A domain-agnostic approach to software for scientists
When entering the field of highly specialized scientific disciplines, software development tends to follow rules shared and agreed within that specific scientific community, which, however, are often not reusable by others. The goal of TREX is to reimplement the algorithms in a domain-agnostic way such that HPC experts can easily provide the most efficient implementation for exascale hardware.
Within the TREX project, state-of-the-art programs for quantum Monte Carlo (QMC) calculations are analysed to identify key algorithms to be then implemented in a human-readable, open-source software QMCkl library. The library is further optimized for future exascale supercomputers by computer scientists of the TREX project. The QMC codes within TREX are at different stages of software development but are all algorithmically extremely advanced and uniquely powerful in the landscape of electronic structure methods.
These codes will be fully integrated in the TREX software platform as inter-operable autonomous tools that can be readily interfaced with each other and with the optimized exascale-enabling QMCkl library. The computational kernels of the QMCkl library will be used by all QMC codes via a common application programming interface (API).

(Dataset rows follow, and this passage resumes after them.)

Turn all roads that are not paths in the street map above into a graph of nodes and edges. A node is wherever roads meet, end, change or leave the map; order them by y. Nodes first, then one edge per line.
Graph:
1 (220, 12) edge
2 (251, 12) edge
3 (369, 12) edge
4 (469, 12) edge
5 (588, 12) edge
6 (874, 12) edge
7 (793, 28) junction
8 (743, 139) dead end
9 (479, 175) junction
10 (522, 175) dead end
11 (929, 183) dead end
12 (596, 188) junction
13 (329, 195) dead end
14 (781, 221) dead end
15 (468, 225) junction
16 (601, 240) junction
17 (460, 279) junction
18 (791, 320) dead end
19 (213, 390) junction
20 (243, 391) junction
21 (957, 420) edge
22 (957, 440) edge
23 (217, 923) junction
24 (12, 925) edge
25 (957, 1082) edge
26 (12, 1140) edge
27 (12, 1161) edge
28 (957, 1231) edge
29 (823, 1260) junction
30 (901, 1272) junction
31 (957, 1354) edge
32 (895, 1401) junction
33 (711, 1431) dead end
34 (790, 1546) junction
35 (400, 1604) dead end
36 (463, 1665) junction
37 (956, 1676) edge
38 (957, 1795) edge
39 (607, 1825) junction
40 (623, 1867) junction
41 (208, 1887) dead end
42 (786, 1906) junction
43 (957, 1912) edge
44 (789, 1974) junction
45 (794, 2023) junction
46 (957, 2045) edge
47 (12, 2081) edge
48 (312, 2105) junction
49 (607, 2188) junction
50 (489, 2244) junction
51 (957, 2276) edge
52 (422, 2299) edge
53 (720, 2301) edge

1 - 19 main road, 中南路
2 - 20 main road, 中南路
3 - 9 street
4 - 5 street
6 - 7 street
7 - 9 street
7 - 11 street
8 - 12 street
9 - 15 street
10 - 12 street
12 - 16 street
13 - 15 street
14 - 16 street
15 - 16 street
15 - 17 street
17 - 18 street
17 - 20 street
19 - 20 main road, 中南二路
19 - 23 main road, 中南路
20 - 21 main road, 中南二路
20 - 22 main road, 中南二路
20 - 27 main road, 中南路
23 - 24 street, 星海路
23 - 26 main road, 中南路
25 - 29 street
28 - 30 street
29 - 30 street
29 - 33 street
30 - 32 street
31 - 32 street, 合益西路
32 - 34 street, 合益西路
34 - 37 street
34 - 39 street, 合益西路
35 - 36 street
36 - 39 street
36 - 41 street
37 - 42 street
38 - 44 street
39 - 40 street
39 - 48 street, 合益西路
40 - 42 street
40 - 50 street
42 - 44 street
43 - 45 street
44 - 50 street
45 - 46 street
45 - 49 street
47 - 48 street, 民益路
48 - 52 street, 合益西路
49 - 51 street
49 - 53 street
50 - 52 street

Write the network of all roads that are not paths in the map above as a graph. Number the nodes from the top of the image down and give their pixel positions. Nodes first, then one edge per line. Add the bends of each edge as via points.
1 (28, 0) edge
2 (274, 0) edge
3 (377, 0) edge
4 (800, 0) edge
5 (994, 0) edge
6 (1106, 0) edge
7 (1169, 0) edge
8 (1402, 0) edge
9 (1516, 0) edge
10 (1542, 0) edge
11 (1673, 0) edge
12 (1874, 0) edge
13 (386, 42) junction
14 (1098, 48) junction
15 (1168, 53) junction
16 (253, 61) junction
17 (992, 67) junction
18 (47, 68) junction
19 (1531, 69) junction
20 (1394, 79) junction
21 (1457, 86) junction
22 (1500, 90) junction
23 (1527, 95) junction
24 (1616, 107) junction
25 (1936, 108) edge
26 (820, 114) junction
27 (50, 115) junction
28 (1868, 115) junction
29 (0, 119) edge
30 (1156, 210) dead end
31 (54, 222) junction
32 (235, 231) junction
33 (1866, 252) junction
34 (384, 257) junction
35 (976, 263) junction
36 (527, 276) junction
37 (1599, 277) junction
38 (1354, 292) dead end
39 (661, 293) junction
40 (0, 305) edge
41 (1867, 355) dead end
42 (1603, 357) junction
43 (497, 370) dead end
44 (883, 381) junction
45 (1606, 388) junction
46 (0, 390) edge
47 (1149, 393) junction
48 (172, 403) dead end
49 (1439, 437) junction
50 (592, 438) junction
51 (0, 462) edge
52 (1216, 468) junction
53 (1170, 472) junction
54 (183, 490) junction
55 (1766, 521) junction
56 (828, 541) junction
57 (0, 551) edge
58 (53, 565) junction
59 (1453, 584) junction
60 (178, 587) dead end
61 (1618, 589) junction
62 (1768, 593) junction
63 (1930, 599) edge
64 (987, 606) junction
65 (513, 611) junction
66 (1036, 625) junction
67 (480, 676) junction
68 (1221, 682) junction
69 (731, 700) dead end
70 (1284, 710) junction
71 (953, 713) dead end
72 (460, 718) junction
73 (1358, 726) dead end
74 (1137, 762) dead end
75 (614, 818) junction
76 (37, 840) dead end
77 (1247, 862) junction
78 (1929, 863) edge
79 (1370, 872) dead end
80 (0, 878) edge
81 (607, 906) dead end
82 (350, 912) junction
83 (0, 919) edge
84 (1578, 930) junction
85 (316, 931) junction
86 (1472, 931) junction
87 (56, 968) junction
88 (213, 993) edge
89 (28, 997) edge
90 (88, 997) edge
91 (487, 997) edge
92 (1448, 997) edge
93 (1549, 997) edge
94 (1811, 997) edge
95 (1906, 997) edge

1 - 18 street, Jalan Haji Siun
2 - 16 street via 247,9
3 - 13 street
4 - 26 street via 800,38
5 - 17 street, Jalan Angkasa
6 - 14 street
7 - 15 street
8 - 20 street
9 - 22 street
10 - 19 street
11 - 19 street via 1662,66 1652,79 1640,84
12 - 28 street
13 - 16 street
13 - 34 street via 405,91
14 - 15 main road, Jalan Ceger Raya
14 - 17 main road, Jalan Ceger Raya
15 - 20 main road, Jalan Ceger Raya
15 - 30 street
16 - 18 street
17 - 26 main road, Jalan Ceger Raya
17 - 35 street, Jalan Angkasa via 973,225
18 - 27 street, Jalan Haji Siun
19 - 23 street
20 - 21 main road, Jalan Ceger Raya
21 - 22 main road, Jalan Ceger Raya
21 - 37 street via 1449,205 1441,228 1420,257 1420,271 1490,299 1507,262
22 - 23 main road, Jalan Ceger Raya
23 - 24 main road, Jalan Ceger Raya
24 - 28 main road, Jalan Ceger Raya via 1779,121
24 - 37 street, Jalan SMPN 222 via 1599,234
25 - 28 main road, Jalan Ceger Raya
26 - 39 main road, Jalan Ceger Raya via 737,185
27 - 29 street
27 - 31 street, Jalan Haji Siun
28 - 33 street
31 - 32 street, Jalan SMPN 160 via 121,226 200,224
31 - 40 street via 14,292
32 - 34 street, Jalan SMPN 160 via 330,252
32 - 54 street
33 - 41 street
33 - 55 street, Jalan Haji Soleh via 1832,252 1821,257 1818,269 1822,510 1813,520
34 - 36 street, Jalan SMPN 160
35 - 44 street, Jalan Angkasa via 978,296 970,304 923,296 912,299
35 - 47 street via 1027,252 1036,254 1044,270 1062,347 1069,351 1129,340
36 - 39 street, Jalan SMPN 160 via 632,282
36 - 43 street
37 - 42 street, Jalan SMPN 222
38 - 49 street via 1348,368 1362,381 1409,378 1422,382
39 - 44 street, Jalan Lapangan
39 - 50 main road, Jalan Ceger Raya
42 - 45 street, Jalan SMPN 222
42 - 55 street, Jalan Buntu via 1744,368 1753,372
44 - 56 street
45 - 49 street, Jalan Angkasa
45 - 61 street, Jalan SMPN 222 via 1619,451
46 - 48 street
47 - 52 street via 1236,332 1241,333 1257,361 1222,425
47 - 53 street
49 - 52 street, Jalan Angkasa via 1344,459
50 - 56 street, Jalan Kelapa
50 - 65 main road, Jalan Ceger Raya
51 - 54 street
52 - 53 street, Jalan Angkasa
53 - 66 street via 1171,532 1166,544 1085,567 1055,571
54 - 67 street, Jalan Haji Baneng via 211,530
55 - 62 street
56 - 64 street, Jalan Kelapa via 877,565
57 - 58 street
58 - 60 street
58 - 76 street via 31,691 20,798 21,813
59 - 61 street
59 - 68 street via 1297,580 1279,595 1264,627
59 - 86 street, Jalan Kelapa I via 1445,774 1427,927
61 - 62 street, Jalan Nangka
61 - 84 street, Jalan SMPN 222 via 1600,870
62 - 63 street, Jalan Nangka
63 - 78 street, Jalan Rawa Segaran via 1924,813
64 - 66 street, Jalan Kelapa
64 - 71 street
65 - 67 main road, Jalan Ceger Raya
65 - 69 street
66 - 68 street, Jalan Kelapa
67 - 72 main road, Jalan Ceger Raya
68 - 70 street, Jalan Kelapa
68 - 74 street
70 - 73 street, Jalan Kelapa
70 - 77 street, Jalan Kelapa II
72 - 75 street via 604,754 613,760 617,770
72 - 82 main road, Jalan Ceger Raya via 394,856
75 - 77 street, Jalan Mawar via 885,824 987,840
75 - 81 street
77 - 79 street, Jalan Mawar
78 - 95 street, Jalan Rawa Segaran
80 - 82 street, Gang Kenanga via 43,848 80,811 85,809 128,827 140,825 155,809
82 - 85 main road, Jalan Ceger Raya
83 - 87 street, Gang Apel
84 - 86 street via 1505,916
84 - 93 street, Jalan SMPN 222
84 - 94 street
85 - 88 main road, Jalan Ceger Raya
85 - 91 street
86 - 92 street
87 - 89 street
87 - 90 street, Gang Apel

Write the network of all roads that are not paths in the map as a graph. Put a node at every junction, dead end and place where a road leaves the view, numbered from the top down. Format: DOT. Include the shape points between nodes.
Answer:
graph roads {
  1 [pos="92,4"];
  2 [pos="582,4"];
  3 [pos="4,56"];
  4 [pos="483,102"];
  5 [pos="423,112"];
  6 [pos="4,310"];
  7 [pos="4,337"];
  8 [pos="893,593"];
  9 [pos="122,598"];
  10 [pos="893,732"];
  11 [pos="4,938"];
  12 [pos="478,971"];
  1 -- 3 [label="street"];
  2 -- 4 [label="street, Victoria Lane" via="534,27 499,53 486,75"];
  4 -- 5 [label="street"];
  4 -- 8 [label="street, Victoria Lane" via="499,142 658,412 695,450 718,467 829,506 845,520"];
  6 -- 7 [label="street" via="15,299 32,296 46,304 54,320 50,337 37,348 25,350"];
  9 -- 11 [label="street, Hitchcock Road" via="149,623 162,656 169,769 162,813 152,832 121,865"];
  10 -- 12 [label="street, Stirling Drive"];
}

All TREX software (codes and libraries) follows an open-source development model. The libraries are released under the BSD license facilitating their introduction in commercial codes and allowing private companies to provide tuned versions to their customers. The high-performance library is developed in the C/C++ programming language and a C API.
We expect that the flexible, open, and inclusive European software-development model of TREX will greatly enlarge the pool of potential users and developers of these quantum chemical methodologies for extreme accuracy in Europe and worldwide. Hence, we aim to act as a nucleation center for the larger quantum chemical community of exascale applications. In particular, the creation of a well-documented and self-contained high-performance library will incentivise widely used quantum chemical application codes to adopt QMCkl an external module for QMC calculations.
The TREX project adopts the design principles of the extremely successful BLAS/Lapack libraries, which consists in separating the performance-critical numerical algorithms written by the High Performance Computing (HPC) experts from the more abstract quantum chemistry method program layers written by the scientists. The QMC specialists develop a human-readable implementation of the QMCkl library with their codes. The HPC experts then focus on a high-performance implementation of the same library, which can be linked in the QMC codes as replacement of the human-readable one. This separation frees the HPC developers from constraints in their implementation, having only to guarantee that each function produces the same results as the one in the reference library. Moreover, the modular program structure offers ideal conditions for performance optimization. The high-level functions in the library make calls to functions from the lower level(s) and, thus, will enable the HPC experts to handle efficiently the memory transfers from the CPU to the accelerators, possibly offloading the complete calculation on the accelerator. In the long run all software developers in the field of QMC will benefit from this library.
Within three years, the European quantum Monte Carlo codes will be equipped with the QMCkl high-performance library provided by the TREX project, enabling massively parallel QMC calculations to be run routinely on the world’s largest supercomputers.